◆ TO DO ◆
Reproduce every record below exactly, with the pictures left out.

◆ Structured pose outputs ◆

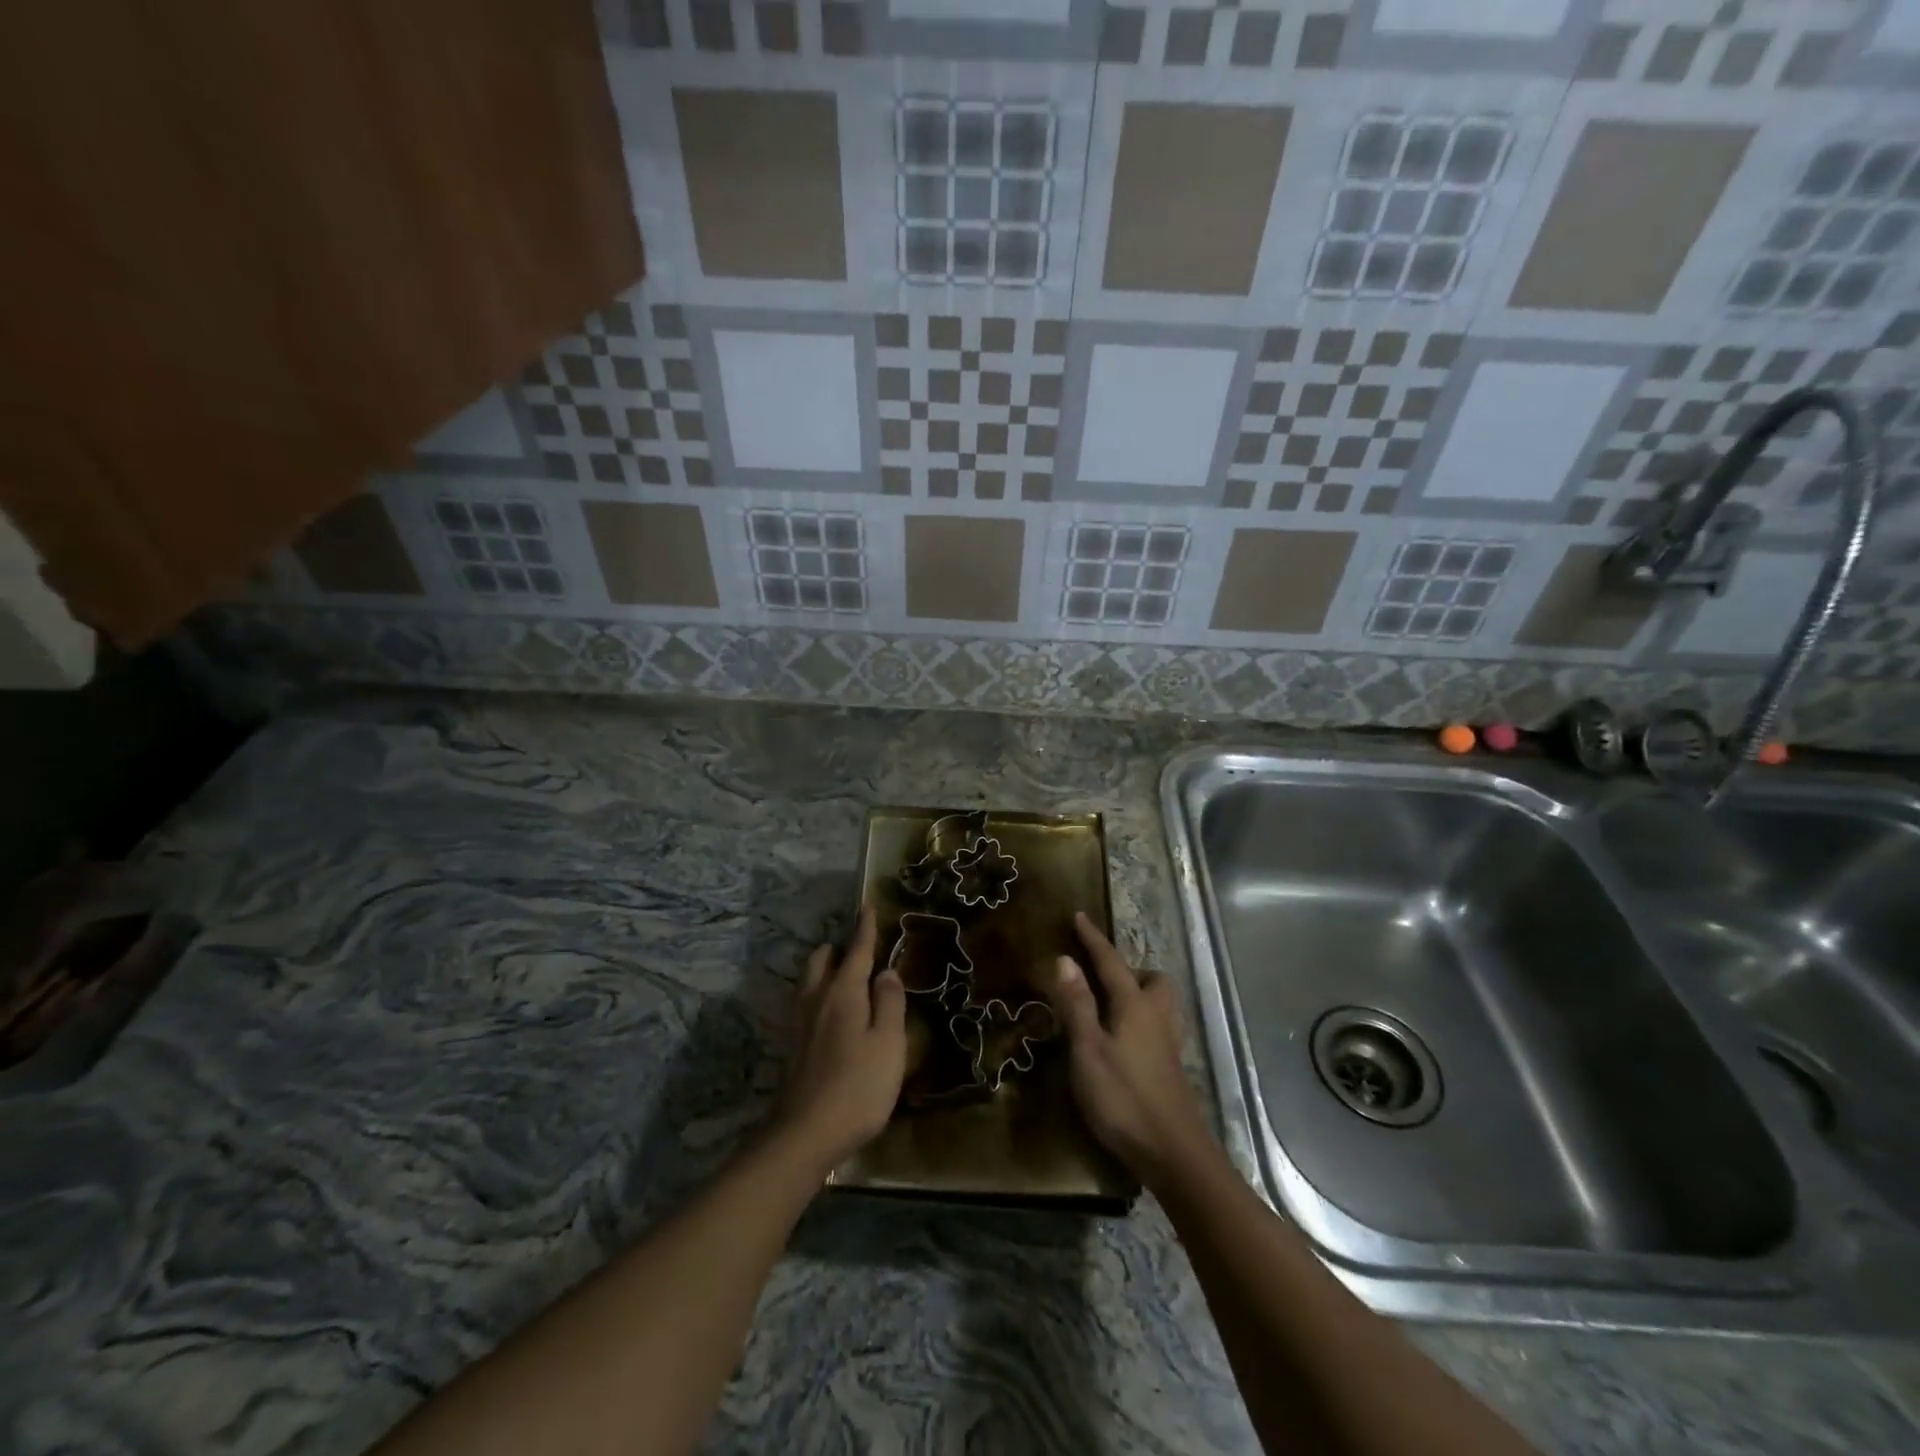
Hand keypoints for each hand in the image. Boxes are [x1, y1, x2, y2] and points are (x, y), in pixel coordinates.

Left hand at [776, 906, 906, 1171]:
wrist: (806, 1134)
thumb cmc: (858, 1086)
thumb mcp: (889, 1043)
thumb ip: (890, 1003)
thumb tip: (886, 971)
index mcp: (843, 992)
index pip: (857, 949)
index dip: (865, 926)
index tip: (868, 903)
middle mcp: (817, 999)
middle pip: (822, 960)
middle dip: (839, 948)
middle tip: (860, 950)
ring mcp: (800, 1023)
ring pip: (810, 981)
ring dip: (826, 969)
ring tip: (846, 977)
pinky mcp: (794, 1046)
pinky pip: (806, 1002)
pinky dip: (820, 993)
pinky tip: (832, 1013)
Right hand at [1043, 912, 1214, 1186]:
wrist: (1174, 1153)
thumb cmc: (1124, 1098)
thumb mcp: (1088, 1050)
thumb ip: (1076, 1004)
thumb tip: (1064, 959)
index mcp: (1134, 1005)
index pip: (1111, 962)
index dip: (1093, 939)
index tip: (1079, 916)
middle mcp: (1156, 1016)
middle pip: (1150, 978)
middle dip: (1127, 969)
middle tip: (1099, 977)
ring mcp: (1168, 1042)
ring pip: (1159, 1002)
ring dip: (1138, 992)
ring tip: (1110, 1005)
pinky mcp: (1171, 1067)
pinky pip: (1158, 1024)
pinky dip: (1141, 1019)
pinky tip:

◆ REPLY ◆
Hand keypoints for each hand in the image. Boxes are [x1, y1, x2, y2] and points are (x, y), in pixel coordinates.

Left hand at [776, 906, 906, 1171]:
wrist: (806, 1134)
thumb cmc: (858, 1086)
thumb mcp: (889, 1043)
thumb ip: (890, 1003)
thumb tip: (886, 971)
index mcp: (843, 992)
index pip: (857, 949)
index dip: (865, 926)
index tip: (868, 903)
middle mcp: (817, 999)
middle pip: (822, 960)
middle dip: (839, 948)
middle tip: (860, 950)
ring mcp: (800, 1023)
ring pip: (810, 981)
ring dip: (826, 969)
ring tip: (846, 977)
pinky mcp: (794, 1046)
pinky pip: (806, 1002)
pinky dip: (820, 993)
pinky tip: (832, 1013)
Right hand at [1043, 912, 1214, 1186]:
wrist: (1174, 1153)
thumb cmc: (1124, 1098)
thumb mcp: (1088, 1050)
thumb ip: (1076, 1004)
thumb tip: (1064, 959)
index mcp: (1134, 1005)
index pip: (1111, 962)
index dip: (1093, 939)
index tip: (1079, 916)
middle mcp: (1156, 1016)
middle pip: (1150, 978)
middle dip: (1127, 969)
middle tip: (1099, 977)
ring mcp: (1168, 1042)
ring pip: (1159, 1002)
ring dip: (1138, 992)
ring tip: (1110, 1005)
pinky mcp: (1171, 1067)
pinky pip: (1158, 1024)
pinky dip: (1141, 1019)
pinky tip:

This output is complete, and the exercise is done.